Full fat and Icelandic pockets of growth in lackluster US yogurt market; while flavored milk and lactose-free help offset declines in fluid milk

By Elaine Watson

- Last updated on GMT

 Full fat products are driving growth in the yogurt aisles
Full fat products are driving growth in the yogurt aisles

Related tags whole milk

US retail sales of yogurt have continued to fall over the past year, although there have been pockets of growth in Icelandic style and full fat products, according to data from Nielsen and SPINS.

According to Nielsen data (all outlets combined, excl c-stores), US retail sales of yogurt fell -3.3% and units were down -6.7% in the 52 weeks to August 25, 2018.

Greek yogurt, which has helped deliver significant incremental growth to the category in recent years, has continued to lose momentum, with dollar sales down -8.2% over the period, and units down -10.1%, although dollar sales of bottled varieties and pouches were up, said Nielsen.

The top performers in the category were Icelandic yogurts (dollar sales +40.5%) and non-dairy yogurts (+55%) although the latter still account for just 2.4% of the yogurt and kefir category, according to SPINS data.

FAT back with a vengeance in the yogurt category

SPINS data, spanning natural and specialty gourmet channels (proprietary) and conventional multi outlet channel data (powered by IRI) for the 52 weeks ending August 12, also presents a lackluster picture, with dollar sales of refrigerated yogurt and kefir down -3.9% and units down -7% over the period.

However, sales of full fat yogurt and kefir were up +8.2%, while sales of low fat yogurt and kefir were down -3.8% and non-fat down the most at -12.9%.

In yogurt and kefir, we see full-fat items pulling ahead of the pack in sales growth… Low- and non-fat items still account for 71.6% of category sales, but there's clearly a growth trend for full-fat here, driven by natural and specialty products​,” said SPINS strategist Jessica Hochman.

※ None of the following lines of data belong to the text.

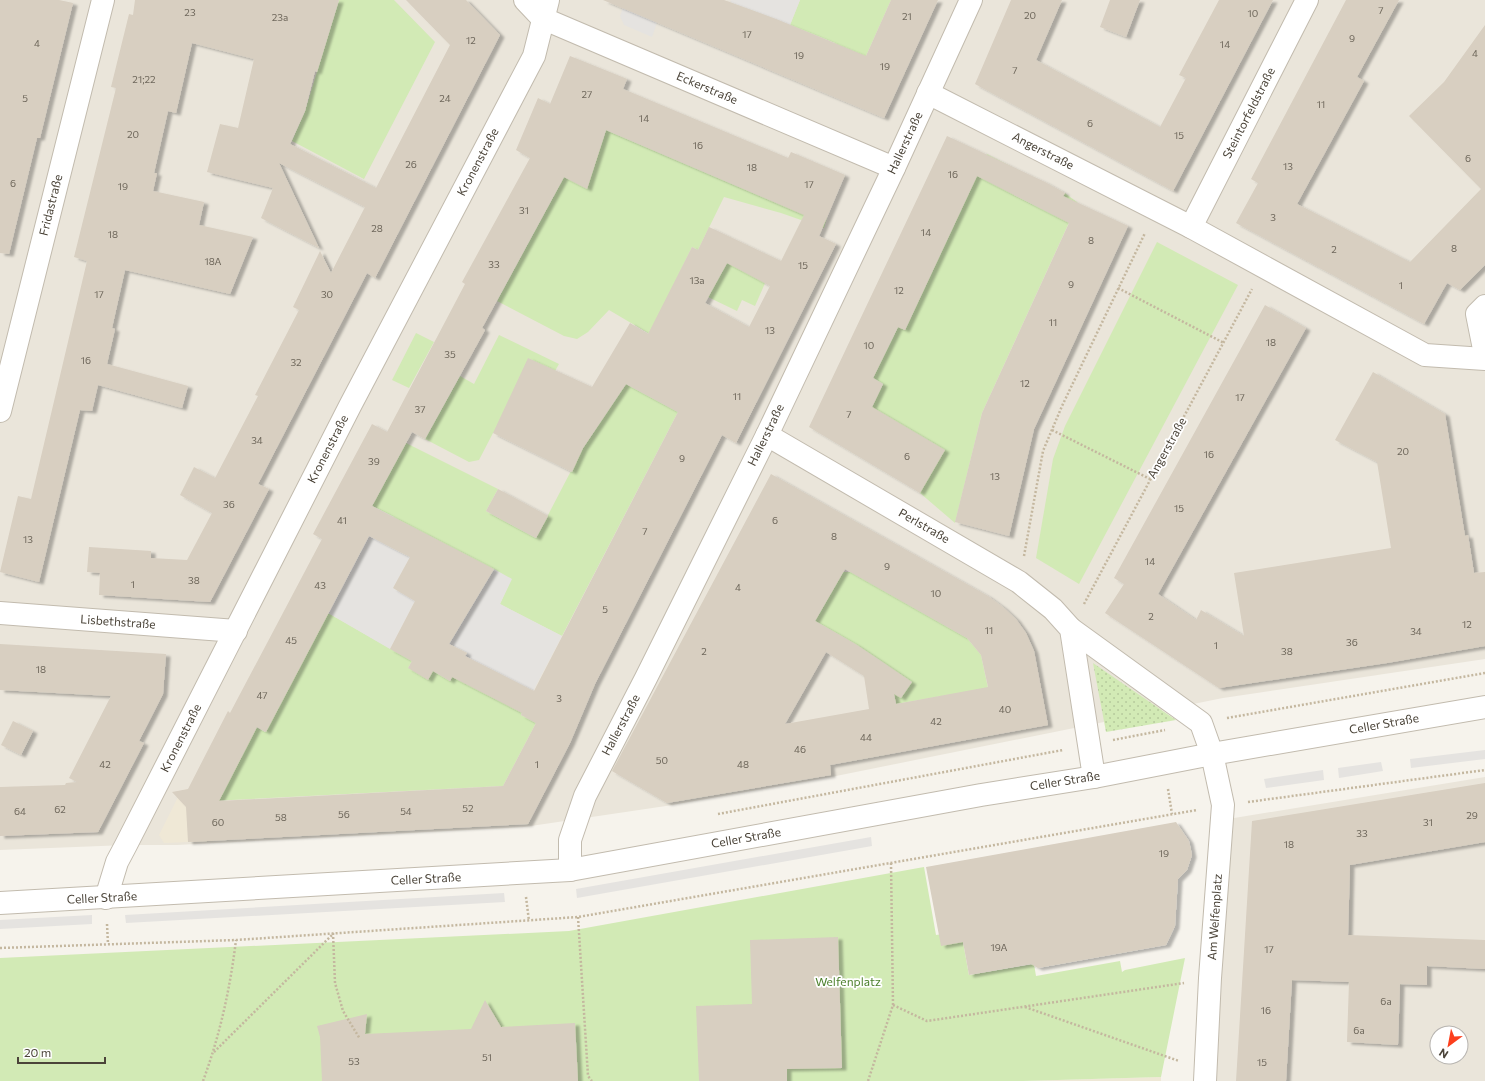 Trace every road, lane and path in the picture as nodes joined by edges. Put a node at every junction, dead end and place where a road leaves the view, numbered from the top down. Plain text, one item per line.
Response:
1 (103, 0) edge
2 (525, 0) edge
3 (971, 0) edge
4 (1308, 0) edge
5 (545, 9) edge
6 (928, 93) junction
7 (894, 168) junction
8 (1157, 209) junction
9 (1191, 227) junction
10 (1263, 267) junction
11 (1118, 288) junction
12 (1485, 306) edge
13 (1224, 343) junction
14 (1485, 354) edge
15 (1485, 359) edge
16 (0, 411) edge
17 (1052, 430) junction
18 (767, 435) junction
19 (1150, 479) junction
20 (1019, 582) junction
21 (0, 613) edge
22 (1071, 629) junction
23 (236, 631) junction
24 (1485, 673) edge
25 (1485, 707) edge
26 (1201, 723) junction
27 (1090, 745) junction
28 (1212, 754) junction
29 (1485, 770) edge
30 (1094, 777) junction
31 (1223, 805) junction
32 (710, 816) dead end
33 (891, 863) junction
34 (570, 870) junction
35 (106, 898) junction
36 (0, 903) edge
37 (578, 917) junction
38 (333, 933) junction
39 (236, 940) junction
40 (0, 948) edge
41 (1210, 978) junction
42 (893, 1005) junction
43 (1025, 1007) junction
44 (360, 1039) dead end
45 (214, 1052) junction
46 (1205, 1075) edge
47 (203, 1081) edge
48 (592, 1081) edge
49 (868, 1081) edge

1 - 16 street, Fridastraße
2 - 5 street, Eckerstraße
3 - 6 street, Hallerstraße
4 - 9 street, Steintorfeldstraße
5 - 7 street, Eckerstraße
5 - 23 street, Kronenstraße
6 - 7 street, Hallerstraße
6 - 8 street, Angerstraße
7 - 18 street, Hallerstraße
8 - 9 street, Angerstraße
8 - 11 path
9 - 10 street, Angerstraße
10 - 13 path, Angerstraße
10 - 15 street, Angerstraße
11 - 13 path
11 - 17 path
12 - 14 street
13 - 19 path, Angerstraße
17 - 19 path
17 - 20 path
18 - 20 street, Perlstraße
18 - 34 street, Hallerstraße
19 - 22 path, Angerstraße
20 - 22 street, Perlstraße
21 - 23 street, Lisbethstraße
22 - 26 street, Perlstraße
22 - 27 street
23 - 35 street, Kronenstraße
24 - 26 path
25 - 28 street, Celler Straße
26 - 27 path
26 - 28 street
27 - 30 street
27 - 32 path
28 - 30 street, Celler Straße
28 - 31 street, Am Welfenplatz
29 - 31 path
30 - 34 street, Celler Straße
31 - 33 path
31 - 41 street, Am Welfenplatz
33 - 37 path
33 - 42 path
34 - 35 street, Celler Straße
35 - 36 street, Celler Straße
37 - 38 path
37 - 48 path
38 - 39 path
38 - 44 path
38 - 45 path
39 - 40 path
39 - 45 path
41 - 43 path
41 - 46 street, Am Welfenplatz
42 - 43 path
42 - 49 path
43 - 46 path
45 - 47 path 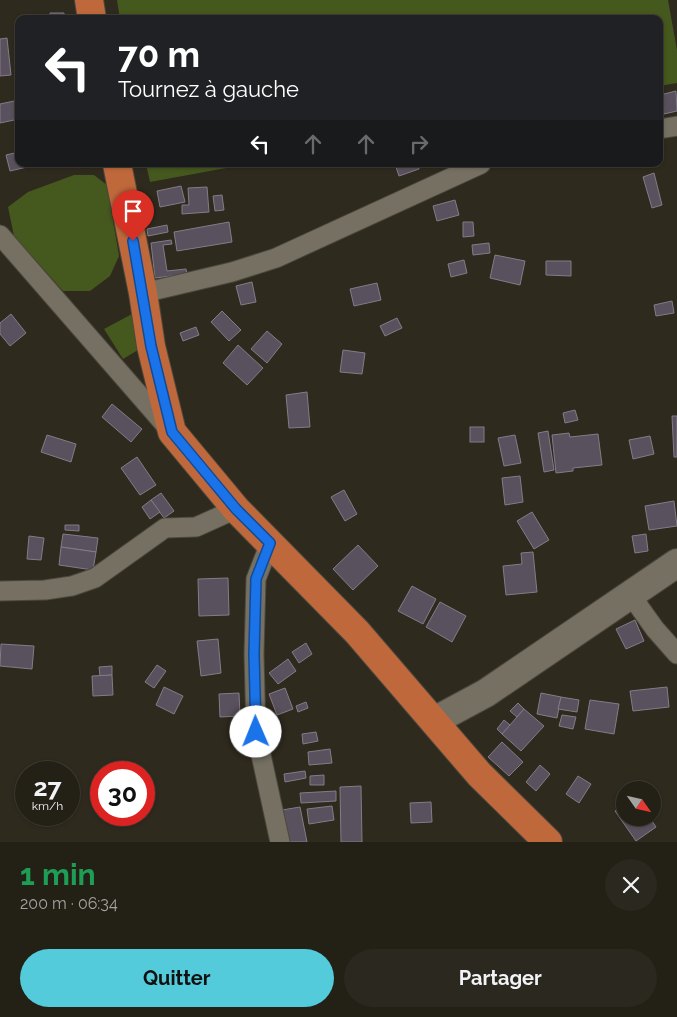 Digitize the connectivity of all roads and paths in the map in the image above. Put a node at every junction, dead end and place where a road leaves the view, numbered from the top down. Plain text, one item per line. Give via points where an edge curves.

Filtering by natural and specialty products, we see most of the full-fat dollar volume and growth are driven by this particular subset of natural and specialty products.”

But Greek is struggling, she said: “Greek yogurts are in decline overall, though Greek yogurt drinks are a bright spot, growing at 18%

“Yogurts with toppings show promise as well, especially for non-Greek yogurts. Greek versions are in decline but at a lower rate than all Greek types taken together.”

Fluid milk: Top performers were flavored milks and lactose-free, says Nielsen

As for fluid dairy milk, sales have been equally uninspiring, with Nielsen data (all outlets combined, 52 wks to Aug 25, 2018) showing a -6.7% drop in dollar sales of cow’s milk (units down -2.8%), with the sharpest declines in fat-free (-16.5%), 1 percent milk (-11%), skim (-7.9%), reduced fat (-7.3%) and 2 percent milk (-7%). Dollar sales of whole cow’s milk were down slightly (-2%), but units were up +1.7%.

The top performers in the category were flavored milks/milkshakes/smoothies (+15.9%) and lactose-free/reduced milks (+10.4%).

Nielsen also records significant growth in sales of non-dairy milks over the period (52 wks to Aug 25), with blends the top performing products (+45.4%), followed by oat milk (+35.5%), and almondmilk (+11.5%). However, dollar sales of soymilk slumped -7.9% (units down 8.1%).

SPINS: Low-fat and non-fat milks show the steepest declines

SPINS data (natural and specialty gourmet and conventional multioutlet) for the 52 weeks ending August 12, meanwhile, also shows a weak performance in fluid dairy milk.

“The refrigerated milk category represents $12.8bn in annual sales across the Natural, Specialty Gourmet, and Conventional Multi Outlet Channels, including private-label milk items. The category has been challenged recently and shows dollar decline of 4.8% over last year. Unit sales, however, are only down 1.8%.

Low-fat and non-fat milks show the steepest declines by dollars, percent changes, and category share. While whole and 2% milk sales are also declining, the drop is significantly less steep by percent change, and these subsets are eking out just a touch more of the category share.”